As an Instagram user (or fiend some may say..) myself, I see Instagram contests everywhere. From brands promoting everything from shoes to bidets --there is no shortage of free stuff you can win on Instagram.
Now, if you plan to run your own Instagram contest you'll need rules. You'll need to outline things such as, what qualifies or disqualifies an entry. Like John Snow, your rules are meant to establish order and restore peace to the land. After all, no one wants angry contest participants.
If you've never ran an Instagram contest you might be unclear on what to anticipate. Luckily, we've run thousands of contests and have advice on what to include in your contest rules.
In this article I'll share what we share with our clients when it comes to creating Instagram contest rules. We'll go over contest laws, types, Instagram guidelines, and best practices. Here is the 10-minute guide to Instagram contest rules.
Before you get to making your own rules of your contest, you’ll need to think about the really important rules - the ones set by your local government.
Often, contest or competition law sets strict laws on what each type of contest is, and which ones can be privately run.
The three main contest types are…
Sweepstakes are the most common type of contest, in which entrants win a prize based solely on chance. No purchase or payment (known in law as consideration) can be made necessary to enter. This is very important - consideration can include substantial time or effort that the participants spends on a task that benefits the sponsor. In some states, even contact information can be deemed consideration if it is used for marketing purposes - so read up on your state laws to make sure what you’re doing is legal!
A real contest is skill-based - it’s a campaign in which effort or skill is needed to enter. For Instagram contests, this usually takes the form of a photo or video posted by the entrant. The element of chance does not generally exist within a contest, though this can vary.
A lottery is the final type of contest. As opposed to sweepstakes, lotteries require consideration from the participant, chance, and a prize. However, if you’re running an Instagram contest, don’t run a lottery!

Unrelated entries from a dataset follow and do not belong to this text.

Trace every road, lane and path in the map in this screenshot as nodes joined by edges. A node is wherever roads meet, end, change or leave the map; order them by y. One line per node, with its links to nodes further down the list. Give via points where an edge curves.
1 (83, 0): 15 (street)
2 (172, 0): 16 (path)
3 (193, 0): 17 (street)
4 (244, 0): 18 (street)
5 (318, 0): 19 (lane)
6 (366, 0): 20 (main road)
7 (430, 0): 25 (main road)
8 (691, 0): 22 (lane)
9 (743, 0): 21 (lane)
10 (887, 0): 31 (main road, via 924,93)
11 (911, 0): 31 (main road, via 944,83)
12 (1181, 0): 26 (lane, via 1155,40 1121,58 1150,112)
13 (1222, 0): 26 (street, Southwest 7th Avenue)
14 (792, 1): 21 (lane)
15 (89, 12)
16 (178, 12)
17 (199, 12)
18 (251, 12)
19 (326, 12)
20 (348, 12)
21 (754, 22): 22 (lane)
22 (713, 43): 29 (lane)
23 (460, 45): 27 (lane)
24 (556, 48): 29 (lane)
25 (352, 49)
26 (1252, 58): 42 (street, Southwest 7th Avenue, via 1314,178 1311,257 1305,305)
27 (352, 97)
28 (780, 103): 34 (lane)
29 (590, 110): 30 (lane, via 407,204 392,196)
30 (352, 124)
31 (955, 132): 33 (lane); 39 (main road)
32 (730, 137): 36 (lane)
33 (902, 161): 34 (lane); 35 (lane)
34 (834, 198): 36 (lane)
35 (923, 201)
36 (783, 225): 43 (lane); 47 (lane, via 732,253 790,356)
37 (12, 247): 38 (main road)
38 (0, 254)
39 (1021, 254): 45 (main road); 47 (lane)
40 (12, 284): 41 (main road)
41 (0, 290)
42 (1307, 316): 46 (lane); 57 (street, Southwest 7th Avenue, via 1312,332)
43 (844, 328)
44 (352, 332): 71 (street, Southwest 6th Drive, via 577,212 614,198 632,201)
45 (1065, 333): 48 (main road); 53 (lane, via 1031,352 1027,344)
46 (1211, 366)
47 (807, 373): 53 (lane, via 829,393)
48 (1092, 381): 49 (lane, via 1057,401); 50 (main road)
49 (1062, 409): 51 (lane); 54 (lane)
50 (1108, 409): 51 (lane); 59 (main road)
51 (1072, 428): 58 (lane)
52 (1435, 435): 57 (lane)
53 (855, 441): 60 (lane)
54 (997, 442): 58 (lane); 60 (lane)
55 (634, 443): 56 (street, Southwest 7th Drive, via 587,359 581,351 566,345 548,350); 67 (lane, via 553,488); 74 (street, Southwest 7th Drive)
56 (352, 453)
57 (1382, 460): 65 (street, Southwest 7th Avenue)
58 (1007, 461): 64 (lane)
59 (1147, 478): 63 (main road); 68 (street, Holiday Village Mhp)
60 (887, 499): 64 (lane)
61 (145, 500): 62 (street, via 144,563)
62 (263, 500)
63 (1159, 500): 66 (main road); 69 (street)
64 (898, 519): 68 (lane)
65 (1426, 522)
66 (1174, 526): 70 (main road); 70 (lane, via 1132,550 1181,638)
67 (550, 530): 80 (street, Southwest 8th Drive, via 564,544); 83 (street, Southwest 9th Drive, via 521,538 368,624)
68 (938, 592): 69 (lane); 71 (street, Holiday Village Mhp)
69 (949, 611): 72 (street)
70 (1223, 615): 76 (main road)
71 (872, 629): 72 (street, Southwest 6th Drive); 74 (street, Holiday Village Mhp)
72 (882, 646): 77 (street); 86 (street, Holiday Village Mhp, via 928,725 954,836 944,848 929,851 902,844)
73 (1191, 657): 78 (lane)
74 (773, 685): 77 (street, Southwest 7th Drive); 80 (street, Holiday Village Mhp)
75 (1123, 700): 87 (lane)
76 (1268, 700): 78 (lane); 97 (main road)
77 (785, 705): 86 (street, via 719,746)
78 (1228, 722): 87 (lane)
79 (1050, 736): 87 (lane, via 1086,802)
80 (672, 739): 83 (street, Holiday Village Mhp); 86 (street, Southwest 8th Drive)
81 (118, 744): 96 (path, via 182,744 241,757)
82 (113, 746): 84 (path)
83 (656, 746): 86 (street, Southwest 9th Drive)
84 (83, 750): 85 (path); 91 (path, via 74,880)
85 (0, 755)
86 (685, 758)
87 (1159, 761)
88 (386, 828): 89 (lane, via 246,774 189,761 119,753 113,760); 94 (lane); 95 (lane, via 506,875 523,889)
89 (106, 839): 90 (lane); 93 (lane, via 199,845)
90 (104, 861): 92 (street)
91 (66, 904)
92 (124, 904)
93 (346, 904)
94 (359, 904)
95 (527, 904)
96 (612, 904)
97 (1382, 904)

Private lotteries are illegal in many places - it’s not worth the risk to run them on your Instagram account.
So really, you’re left with two options for your upcoming promotion: a sweepstakes or a contest.
Before you go to create your contest, Instagram has a few things they want you to keep in mind.
Instagram’s knowledge base has a short section on promotions, where they outline the guidelines they have for users looking to run promotions on their platform.
I’ll copy it here for your convenience:
If you use Instagram to communicate or administer a promotion (ex: a contest or sweepstakes), you are responsible for the lawful operation of that promotion, including:
The official rules;
Offer terms and eligibility requirements (ex: age and residency restrictions); and Compliance with applicable rules and regulations governing the promotion and all prizes offered (ex: registration and obtaining necessary regulatory approvals)
You must not inaccurately tag content or encourage users to inaccurately tag content (ex: don’t encourage people to tag themselves in photos if they aren’t in the photo).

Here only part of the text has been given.